What to work on: Pull every line with "main" from the data.

[Records for this task — start]

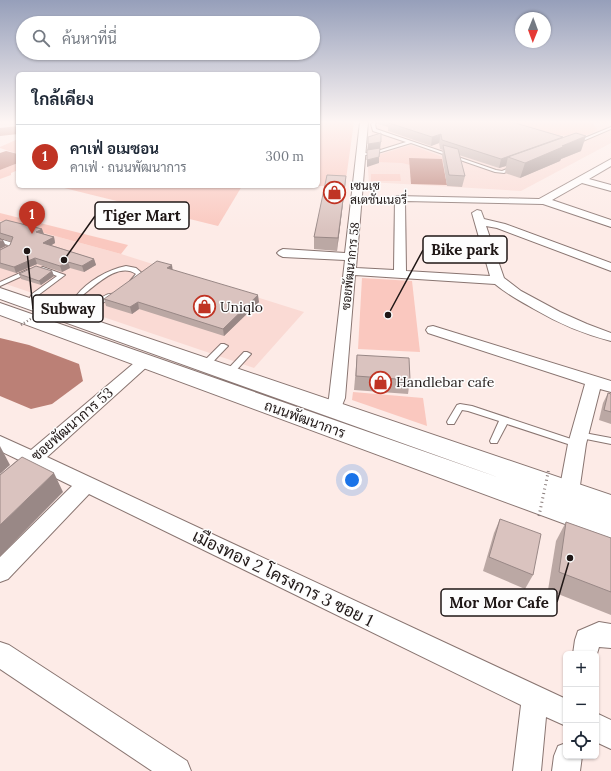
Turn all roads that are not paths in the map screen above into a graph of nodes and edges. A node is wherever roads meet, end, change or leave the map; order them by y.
1 (361, 158) edge
2 (457, 158) edge
3 (611, 163) edge
4 (518, 165) edge
5 (582, 180) junction
6 (611, 188) edge
7 (473, 200) junction
8 (544, 201) junction
9 (480, 221) junction
10 (611, 224) edge
11 (0, 241) edge
12 (283, 253) dead end
13 (0, 254) edge
14 (351, 257) junction
15 (611, 267) edge
16 (350, 271) junction
17 (400, 274) junction
18 (498, 280) junction
19 (0, 284) edge
20 (128, 285) edge
21 (117, 292) edge
22 (0, 293) edge
23 (30, 303) junction
24 (89, 303) junction
25 (0, 309) edge
26 (71, 318) junction
27 (433, 330) dead end
28 (611, 337) edge
29 (224, 346) dead end
30 (149, 353) junction
31 (247, 354) dead end
32 (205, 365) junction
33 (229, 373) junction
34 (594, 381) junction
35 (611, 387) edge
36 (328, 417) junction
37 (504, 420) junction
38 (451, 422) dead end
39 (578, 439) junction
40 (494, 441) dead end
41 (611, 441) edge
42 (0, 443) edge
43 (32, 459) junction
44 (87, 484) junction
45 (0, 487) edge
46 (569, 492) junction
47 (611, 506) edge
48 (611, 529) edge
49 (0, 572) edge
50 (611, 636) edge
51 (585, 651) edge
52 (0, 654) edge
53 (535, 699) junction
54 (563, 712) edge
55 (599, 728) edge
56 (611, 734) edge
57 (568, 759) edge
58 (177, 771) edge
59 (527, 771) edge
60 (566, 771) edge

1 - 14 street, ซอยพัฒนาการ 58
2 - 4 lane
3 - 5 street
5 - 6 street
5 - 8 street
7 - 8 street
7 - 9 street
7 - 17 street
8 - 10 street
9 - 15 street
9 - 18 street
11 - 13 lane
12 - 14 street
14 - 16 street, ซอยพัฒนาการ 58
16 - 17 street
16 - 36 street, ซอยพัฒนาการ 58
17 - 18 street
18 - 28 street
19 - 23 lane
20 - 24 lane
21 - 24 lane
22 - 23 main road, ถนนพัฒนาการ
23 - 26 main road, ถนนพัฒนาการ
24 - 26 lane
25 - 30 main road, ถนนพัฒนาการ
26 - 30 main road, ถนนพัฒนาการ
27 - 34 street
29 - 32 lane
30 - 32 main road, ถนนพัฒนาการ
30 - 36 main road, ถนนพัฒนาการ
30 - 43 street, ซอยพัฒนาการ 53
31 - 33 lane
32 - 33 main road, ถนนพัฒนาการ
33 - 36 main road, ถนนพัฒนาการ
34 - 35 street
34 - 39 street
36 - 46 main road, ถนนพัฒนาการ
36 - 48 main road, ถนนพัฒนาการ
37 - 38 lane
37 - 39 lane
37 - 40 lane
39 - 41 lane
39 - 46 street
42 - 43 street, เมืองทอง 2 โครงการ 3 ซอย 1
43 - 44 street, เมืองทอง 2 โครงการ 3 ซอย 1
43 - 45 street, ซอยพัฒนาการ 53
44 - 49 street
44 - 53 street, เมืองทอง 2 โครงการ 3 ซอย 1
46 - 47 main road, ถนนพัฒนาการ
50 - 51 street
52 - 58 street
53 - 54 street, เมืองทอง 2 โครงการ 3 ซอย 1
53 - 59 street
55 - 56 street
57 - 60 street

[Records for this task — finish]

Expected output:
22 - 23 main road, ถนนพัฒนาการ
23 - 26 main road, ถนนพัฒนาการ
25 - 30 main road, ถนนพัฒนาการ
26 - 30 main road, ถนนพัฒนาการ
30 - 32 main road, ถนนพัฒนาการ
30 - 36 main road, ถนนพัฒนาการ
32 - 33 main road, ถนนพัฒนาการ
33 - 36 main road, ถนนพัฒนาการ
36 - 46 main road, ถนนพัฒนาการ
36 - 48 main road, ถนนพัฒนาการ
46 - 47 main road, ถนนพัฒนาการ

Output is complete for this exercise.